Below is a range of useful points which may improve assessment and treatment in CALD clients generally:

  • Where possible, and with the client’s permission, involve the family in treatment. Allow the client to pick who from his/her family or community participates.
  • Try to find out before the session if the client requires an interpreter, and allow the client to make decisions about if/when an interpreter is needed. Keep in mind that even clients with basic English proficiency might benefit by having an interpreter because describing symptoms, especially feelings, can be very difficult when English is a second language. Be sure the dialect is correct and be aware that some clients may have a preferred gender for the interpreter. Allow the interpreter to brief the client on the role that they will play. Even when families are involved in the client’s treatment, it is inappropriate to use family members as interpreters. The client may not wish to divulge certain information to his/ her family, or family members may not want certain information disclosed to people outside the family, and may edit what is being said. When using interpreters, be aware that some meaning can be lost in translation and address issues of confidentiality.
  • Be sure to address the client appropriately and pronounce his/her name correctly.
  • Discuss the client’s expectations of treatment.
  • Ensure that all treatment options are clearly explained, including rationale, and processes.
  • Keep what you know about mental illness in mind but ensure that you try to understand the client’s cultural understanding of his/her problems. People from different cultures often have different views on what constitutes mental illness. The DSM-5 [24] makes it clear that diagnoses can only be made if the person’s behaviour is abnormal within his/her culture. While there are similarities in the forms of illnesses across different cultures, the specific symptoms and signs vary for different societies. For example, a man in Australia with psychosis may talk of aliens controlling his thoughts, while a man in Fiji might blame black magic. It is also not uncommon for people from some cultures (particularly South- East Asian countries) to express psychological distress through somatic (physical) symptoms [277].
  • Be aware that some CALD clients may come from collectivist cultures (in which greater emphasis is placed on group identity, goals, and concerns than is placed on individual ones) and may require a greater involvement of family and community for successful treatment.
  • Be aware of gender and age. Some cultures may have specific concerns about appropriate gender and age relations, such as talking about some subjects with a member of the opposite sex or a younger person.
  • Maintain a focus on healing, coping, or rehabilitation, rather than on cure.
  • Set aside at least twice the usual time, especially if you need to use an interpreter.
  • Be mindful of embarrassment and cultural taboos.

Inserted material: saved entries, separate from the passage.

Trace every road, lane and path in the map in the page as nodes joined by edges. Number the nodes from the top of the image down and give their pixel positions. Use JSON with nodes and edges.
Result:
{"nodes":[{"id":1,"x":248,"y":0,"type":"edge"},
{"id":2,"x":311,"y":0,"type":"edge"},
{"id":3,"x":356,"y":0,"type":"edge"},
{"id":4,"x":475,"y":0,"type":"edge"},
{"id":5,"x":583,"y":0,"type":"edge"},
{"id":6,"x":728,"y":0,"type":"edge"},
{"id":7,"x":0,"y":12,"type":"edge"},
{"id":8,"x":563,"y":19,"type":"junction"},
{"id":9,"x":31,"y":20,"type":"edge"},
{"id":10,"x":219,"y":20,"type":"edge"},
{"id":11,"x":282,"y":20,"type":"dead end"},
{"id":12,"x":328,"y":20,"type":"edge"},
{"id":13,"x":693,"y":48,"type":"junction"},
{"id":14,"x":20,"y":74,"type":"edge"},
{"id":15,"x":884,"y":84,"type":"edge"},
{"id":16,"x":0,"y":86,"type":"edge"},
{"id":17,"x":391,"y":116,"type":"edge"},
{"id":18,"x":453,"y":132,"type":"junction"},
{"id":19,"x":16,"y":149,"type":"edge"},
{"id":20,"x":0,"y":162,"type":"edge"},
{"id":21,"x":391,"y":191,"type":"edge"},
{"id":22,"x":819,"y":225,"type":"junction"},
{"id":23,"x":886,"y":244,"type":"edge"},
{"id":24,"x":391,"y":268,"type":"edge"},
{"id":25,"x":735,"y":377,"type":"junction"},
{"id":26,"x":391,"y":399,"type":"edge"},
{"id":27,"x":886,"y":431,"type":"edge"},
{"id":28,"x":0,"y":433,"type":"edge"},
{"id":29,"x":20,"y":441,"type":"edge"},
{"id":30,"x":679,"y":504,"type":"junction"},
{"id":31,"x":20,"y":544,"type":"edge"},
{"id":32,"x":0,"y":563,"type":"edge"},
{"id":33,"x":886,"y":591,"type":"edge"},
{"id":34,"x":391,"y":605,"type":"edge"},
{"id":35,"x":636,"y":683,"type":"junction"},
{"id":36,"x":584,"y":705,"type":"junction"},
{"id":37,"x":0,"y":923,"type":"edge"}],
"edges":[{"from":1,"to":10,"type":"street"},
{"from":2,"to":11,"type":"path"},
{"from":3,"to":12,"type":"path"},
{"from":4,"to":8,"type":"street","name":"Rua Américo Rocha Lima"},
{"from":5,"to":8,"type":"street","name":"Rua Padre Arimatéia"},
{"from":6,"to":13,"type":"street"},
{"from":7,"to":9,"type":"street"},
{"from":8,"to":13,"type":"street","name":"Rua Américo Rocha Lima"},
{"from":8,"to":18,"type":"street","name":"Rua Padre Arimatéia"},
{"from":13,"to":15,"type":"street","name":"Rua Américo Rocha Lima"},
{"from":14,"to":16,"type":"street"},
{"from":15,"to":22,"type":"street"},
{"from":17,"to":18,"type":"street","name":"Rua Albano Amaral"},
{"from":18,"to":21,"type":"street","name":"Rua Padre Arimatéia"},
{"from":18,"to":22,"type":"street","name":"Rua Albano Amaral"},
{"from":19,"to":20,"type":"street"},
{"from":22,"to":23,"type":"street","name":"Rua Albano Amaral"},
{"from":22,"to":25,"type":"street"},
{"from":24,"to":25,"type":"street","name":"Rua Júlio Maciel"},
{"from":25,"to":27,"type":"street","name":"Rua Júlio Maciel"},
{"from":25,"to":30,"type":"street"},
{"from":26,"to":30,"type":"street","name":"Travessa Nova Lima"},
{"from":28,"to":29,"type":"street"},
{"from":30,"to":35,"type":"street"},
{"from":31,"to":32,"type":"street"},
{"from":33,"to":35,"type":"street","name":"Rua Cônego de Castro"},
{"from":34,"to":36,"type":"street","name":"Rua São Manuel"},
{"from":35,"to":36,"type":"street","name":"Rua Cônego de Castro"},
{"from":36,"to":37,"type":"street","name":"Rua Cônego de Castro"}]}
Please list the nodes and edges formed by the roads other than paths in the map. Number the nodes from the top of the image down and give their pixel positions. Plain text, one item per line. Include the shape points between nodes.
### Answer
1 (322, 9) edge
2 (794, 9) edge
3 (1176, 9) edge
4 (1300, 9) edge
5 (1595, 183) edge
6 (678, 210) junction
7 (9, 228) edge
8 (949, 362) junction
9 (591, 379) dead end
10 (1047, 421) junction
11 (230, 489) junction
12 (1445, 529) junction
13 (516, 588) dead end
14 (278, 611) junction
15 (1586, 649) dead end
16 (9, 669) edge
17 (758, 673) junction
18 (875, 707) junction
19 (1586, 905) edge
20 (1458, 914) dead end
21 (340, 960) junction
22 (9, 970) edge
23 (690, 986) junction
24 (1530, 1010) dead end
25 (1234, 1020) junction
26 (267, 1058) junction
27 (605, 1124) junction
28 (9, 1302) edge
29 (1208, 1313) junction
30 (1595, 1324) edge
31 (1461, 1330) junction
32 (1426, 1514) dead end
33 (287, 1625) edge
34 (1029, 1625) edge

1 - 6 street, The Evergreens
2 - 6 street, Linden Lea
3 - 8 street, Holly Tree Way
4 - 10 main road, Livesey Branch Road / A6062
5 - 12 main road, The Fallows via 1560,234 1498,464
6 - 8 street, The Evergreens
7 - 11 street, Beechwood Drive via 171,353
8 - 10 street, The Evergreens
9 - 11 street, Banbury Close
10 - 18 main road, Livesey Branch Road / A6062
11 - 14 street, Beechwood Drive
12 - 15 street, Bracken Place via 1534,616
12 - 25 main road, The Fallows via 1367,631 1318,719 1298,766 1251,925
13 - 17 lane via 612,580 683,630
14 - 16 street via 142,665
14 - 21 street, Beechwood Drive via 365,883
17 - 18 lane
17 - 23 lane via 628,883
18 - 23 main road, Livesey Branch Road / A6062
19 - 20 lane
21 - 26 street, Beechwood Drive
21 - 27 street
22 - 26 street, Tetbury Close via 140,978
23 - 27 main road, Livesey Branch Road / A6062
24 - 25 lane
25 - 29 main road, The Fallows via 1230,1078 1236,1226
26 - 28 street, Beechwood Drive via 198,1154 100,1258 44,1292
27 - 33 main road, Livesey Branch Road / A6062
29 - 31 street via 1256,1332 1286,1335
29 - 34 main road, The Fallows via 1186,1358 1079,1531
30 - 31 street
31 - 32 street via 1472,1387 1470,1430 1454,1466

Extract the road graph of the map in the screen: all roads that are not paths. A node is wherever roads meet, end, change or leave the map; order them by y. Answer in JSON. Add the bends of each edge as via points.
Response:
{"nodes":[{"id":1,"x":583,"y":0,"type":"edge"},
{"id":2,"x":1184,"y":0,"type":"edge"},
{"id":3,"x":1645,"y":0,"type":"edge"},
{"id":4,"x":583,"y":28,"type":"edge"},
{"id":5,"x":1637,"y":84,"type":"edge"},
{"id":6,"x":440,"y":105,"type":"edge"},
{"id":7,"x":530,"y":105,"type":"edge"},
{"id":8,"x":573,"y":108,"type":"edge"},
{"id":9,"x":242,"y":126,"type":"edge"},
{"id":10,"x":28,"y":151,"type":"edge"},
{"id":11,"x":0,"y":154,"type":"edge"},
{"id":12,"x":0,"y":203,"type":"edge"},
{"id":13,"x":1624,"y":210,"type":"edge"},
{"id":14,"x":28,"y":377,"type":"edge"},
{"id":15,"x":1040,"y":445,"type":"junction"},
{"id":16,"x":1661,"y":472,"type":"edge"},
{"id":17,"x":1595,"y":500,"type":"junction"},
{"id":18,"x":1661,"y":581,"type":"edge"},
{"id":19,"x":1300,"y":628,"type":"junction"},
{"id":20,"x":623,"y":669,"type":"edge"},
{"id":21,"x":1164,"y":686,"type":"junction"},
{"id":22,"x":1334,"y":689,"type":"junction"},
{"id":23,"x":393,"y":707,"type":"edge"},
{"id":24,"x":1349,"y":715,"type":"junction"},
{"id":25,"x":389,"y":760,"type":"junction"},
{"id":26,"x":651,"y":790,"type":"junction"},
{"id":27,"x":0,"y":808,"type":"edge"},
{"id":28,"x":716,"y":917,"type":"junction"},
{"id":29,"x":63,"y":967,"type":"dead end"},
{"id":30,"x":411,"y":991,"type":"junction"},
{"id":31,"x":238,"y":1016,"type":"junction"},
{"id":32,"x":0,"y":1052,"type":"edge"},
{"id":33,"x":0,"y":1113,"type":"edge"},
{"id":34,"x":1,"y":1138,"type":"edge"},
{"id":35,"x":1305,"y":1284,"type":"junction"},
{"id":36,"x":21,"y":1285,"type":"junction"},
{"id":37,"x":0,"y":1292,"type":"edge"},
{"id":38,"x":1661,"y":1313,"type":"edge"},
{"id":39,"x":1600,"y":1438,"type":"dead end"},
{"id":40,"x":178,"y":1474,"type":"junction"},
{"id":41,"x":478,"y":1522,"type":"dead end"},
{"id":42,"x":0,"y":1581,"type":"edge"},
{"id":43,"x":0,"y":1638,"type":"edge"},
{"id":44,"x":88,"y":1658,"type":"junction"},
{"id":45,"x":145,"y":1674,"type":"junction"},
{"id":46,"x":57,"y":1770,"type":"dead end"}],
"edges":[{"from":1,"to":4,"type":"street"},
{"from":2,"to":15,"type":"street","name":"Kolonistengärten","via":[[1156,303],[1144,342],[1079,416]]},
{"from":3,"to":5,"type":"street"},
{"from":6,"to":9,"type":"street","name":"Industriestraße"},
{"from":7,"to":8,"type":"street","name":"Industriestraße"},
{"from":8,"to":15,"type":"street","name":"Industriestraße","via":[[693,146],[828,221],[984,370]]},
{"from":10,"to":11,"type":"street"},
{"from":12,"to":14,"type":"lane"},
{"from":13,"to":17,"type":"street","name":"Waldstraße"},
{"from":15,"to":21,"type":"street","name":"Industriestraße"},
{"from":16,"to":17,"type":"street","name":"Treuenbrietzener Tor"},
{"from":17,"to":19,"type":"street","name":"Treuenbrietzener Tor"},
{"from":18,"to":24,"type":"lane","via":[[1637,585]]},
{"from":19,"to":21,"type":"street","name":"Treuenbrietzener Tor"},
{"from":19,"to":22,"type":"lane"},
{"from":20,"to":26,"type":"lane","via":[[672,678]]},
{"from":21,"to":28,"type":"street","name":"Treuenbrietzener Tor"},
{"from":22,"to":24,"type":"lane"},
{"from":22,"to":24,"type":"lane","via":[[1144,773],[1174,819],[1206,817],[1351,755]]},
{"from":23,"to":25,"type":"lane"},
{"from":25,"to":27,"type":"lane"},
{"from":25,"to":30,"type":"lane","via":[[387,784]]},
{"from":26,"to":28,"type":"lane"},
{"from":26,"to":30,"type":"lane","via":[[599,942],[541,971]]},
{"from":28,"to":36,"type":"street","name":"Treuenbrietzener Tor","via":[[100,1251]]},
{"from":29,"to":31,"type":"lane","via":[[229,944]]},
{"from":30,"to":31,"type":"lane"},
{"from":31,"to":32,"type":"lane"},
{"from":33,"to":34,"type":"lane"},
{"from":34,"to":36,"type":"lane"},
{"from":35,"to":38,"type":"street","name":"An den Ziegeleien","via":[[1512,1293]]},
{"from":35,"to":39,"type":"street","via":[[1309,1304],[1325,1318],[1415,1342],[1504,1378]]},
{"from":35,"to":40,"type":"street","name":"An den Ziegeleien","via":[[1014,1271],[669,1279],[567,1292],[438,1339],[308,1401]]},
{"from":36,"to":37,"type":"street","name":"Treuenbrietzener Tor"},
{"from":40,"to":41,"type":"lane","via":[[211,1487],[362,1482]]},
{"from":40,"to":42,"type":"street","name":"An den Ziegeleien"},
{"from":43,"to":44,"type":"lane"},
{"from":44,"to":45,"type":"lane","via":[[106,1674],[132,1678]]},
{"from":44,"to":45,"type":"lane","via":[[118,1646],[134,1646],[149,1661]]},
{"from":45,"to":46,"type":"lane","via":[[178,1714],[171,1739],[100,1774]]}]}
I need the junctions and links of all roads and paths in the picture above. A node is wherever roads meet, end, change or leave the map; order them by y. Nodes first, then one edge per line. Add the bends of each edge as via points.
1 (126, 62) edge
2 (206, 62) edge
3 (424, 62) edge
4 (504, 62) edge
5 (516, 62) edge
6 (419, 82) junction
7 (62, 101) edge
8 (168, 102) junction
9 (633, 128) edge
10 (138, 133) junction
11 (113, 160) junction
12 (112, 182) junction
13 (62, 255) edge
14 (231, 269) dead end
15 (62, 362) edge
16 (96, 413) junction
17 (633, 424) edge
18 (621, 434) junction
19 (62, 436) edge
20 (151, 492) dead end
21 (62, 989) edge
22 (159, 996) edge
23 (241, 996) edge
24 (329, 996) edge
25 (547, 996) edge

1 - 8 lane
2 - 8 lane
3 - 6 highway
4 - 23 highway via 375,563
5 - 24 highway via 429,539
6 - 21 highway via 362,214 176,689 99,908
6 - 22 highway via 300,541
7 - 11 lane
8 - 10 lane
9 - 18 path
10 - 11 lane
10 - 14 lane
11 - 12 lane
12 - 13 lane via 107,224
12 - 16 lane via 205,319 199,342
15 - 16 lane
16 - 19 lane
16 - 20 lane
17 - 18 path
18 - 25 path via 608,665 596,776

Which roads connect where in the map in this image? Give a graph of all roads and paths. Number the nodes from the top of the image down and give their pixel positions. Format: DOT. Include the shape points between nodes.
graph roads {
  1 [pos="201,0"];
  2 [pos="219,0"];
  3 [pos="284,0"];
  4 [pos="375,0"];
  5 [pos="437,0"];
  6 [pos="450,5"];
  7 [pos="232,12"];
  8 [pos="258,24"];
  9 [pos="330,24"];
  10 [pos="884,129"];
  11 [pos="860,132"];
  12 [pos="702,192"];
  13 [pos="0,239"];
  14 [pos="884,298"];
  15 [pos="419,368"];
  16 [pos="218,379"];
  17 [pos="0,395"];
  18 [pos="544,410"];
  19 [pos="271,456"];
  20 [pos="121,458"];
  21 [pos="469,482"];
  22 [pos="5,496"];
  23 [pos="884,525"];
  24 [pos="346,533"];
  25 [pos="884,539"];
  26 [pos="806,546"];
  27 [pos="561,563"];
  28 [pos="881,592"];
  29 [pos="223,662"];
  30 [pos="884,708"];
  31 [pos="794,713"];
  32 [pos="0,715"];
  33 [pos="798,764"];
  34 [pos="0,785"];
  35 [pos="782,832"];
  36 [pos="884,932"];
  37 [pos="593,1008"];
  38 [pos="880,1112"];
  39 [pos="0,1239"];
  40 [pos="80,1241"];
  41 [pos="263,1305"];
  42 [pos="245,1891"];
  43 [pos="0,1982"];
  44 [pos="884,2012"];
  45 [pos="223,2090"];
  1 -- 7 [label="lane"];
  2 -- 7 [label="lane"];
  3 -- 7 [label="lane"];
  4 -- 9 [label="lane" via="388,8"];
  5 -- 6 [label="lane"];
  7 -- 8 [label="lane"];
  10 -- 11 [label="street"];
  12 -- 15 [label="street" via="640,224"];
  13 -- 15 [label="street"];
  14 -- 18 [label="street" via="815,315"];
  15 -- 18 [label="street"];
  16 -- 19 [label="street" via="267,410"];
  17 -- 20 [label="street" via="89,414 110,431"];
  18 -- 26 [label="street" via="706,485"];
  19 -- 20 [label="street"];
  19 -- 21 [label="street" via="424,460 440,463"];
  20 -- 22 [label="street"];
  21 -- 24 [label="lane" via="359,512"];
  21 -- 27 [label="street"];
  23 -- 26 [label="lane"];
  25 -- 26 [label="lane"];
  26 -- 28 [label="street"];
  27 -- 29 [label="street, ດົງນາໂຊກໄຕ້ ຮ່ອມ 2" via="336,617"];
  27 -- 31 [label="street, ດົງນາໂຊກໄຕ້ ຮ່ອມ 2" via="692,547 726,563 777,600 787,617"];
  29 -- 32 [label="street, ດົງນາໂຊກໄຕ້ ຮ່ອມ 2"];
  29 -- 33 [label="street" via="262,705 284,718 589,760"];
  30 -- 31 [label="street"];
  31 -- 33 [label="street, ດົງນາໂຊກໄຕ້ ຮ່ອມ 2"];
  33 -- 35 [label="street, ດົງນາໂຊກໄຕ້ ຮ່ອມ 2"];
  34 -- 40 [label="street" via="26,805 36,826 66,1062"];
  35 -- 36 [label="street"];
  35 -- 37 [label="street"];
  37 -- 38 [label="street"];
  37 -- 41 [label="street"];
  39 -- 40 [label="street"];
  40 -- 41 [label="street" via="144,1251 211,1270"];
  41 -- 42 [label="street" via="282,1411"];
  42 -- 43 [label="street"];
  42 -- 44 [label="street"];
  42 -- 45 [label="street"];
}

  • Be clear, concrete, and specific.
  • Look for verbal and non-verbal signs of discomfort or confusion. Do not take silence as consent or agreement. The client may have had negative experiences in the past when accessing services, so consider making time to discuss these experiences and learn about any discrimination they may have experienced, as this may help to build trust.
  • Support the client and his/her family in accessing other relevant services. CALD clients may not have knowledge of services that are available to them, so be aware of other services that could be helpful and offer to connect them directly by making a referral and help coordinate their care (see Chapter B4) [277, 1074].